I've been tracking down a problem in CVS glibc "make check" and it
appears that either it's a bug in tmpfs or an undocumented limitation of
tmpfs.
My system is running 2.6.2-rc2, with 1G of physical RAM (4G highmem mode
is enabled in the kernel). The glibc test does the following (snipped
from the source because it's a simple test):
int fd;
#define TWO_GB 2147483648LL
...
fd = mkstemp64 (name);
ret = lseek64 (fd, TWO_GB+100, SEEK_SET);
ret = write (fd, "Hello", 5);
On my system the temp file is created in /tmp, and tmpfs is mounted on
/tmp (with no mount options limiting maximum size or anything of that
type). With no swap space turned on, this write() returns ENOMEM.
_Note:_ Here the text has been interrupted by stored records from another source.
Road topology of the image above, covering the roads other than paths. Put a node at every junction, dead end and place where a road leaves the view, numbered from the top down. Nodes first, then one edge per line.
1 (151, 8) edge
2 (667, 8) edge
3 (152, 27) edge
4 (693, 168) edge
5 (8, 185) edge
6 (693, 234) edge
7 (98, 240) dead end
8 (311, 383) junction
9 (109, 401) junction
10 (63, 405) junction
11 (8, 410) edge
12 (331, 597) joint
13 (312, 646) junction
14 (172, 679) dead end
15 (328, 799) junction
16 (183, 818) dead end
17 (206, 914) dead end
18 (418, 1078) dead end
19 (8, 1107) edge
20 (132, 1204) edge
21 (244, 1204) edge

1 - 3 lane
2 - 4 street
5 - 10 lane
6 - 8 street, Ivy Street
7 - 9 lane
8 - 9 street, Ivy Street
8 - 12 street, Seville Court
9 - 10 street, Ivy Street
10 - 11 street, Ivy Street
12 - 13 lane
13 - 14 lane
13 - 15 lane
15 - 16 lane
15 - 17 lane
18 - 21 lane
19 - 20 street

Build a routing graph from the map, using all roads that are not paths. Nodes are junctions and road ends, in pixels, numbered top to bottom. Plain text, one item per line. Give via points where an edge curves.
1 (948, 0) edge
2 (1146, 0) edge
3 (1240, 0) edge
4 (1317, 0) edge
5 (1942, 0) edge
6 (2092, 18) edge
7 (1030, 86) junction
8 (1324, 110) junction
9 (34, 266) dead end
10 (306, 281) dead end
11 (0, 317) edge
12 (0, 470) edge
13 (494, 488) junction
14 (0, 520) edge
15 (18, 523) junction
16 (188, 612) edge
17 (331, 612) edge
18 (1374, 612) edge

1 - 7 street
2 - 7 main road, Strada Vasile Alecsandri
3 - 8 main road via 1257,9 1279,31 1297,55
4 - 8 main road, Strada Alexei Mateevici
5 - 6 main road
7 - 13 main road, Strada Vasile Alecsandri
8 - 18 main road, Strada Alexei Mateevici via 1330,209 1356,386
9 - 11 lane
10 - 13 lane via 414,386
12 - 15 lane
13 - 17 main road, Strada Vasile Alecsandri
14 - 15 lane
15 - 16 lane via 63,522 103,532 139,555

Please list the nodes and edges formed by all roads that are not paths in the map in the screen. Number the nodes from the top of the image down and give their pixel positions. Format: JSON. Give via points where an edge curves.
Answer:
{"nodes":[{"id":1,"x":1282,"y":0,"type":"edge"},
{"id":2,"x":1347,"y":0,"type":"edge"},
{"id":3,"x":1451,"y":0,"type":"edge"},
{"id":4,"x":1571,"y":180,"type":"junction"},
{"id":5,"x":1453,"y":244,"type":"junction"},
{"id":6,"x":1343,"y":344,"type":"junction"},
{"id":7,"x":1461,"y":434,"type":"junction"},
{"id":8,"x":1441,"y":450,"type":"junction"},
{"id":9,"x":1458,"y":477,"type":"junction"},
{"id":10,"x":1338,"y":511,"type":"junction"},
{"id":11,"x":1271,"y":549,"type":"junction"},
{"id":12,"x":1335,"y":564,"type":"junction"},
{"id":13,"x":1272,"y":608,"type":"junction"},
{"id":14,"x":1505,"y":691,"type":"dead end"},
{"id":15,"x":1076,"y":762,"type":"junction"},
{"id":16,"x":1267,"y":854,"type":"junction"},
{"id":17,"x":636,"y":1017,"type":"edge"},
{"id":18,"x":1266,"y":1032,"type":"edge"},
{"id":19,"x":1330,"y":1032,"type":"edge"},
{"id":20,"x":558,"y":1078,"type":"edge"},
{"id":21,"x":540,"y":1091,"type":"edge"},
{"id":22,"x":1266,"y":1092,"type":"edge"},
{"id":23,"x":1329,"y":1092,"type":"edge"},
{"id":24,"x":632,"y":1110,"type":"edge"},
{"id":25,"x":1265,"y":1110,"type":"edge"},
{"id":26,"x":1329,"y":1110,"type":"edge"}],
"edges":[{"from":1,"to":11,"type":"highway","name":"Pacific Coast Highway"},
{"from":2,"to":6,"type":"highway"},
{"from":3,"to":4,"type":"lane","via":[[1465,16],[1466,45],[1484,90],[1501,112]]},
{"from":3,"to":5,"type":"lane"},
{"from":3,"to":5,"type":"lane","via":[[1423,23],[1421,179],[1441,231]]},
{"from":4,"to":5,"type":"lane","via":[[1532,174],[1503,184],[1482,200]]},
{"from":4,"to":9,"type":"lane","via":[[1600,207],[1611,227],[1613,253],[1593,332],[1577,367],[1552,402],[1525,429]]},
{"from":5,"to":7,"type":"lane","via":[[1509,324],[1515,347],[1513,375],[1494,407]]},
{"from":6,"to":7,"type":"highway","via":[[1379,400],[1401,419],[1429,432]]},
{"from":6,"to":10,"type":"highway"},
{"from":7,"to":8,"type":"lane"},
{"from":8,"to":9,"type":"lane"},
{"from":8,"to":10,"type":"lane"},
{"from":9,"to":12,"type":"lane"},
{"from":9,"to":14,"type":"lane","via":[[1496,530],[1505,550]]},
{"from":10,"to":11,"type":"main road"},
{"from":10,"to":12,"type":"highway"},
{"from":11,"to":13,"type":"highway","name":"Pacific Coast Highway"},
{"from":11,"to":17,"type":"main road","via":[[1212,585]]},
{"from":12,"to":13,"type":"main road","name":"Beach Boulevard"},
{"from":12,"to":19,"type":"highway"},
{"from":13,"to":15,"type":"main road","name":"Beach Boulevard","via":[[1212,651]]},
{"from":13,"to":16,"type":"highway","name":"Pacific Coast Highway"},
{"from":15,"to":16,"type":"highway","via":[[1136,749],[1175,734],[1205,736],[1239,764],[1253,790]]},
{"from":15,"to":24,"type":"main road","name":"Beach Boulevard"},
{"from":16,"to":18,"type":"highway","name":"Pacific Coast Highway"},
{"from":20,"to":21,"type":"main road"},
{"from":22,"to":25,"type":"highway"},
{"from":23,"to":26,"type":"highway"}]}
With 512MB or 1GB of swap space, it still returns ENOMEM. With 1.5GB of
swap space, the write() succeeds. However, this is a sparse file with a
total of 6 bytes of content :-)
I could understand if tmpfs was limiting the file size to half of
physical RAM+swap, but the test succeeds at 2.5GB total even though the
sparse file is created at 2GB size.
For now I work around the test failure by pointing glibc to a different
filesystem for this test, but I'm wondering why the tmpfs filesystem
can't pass this test like a "normal" filesystem does...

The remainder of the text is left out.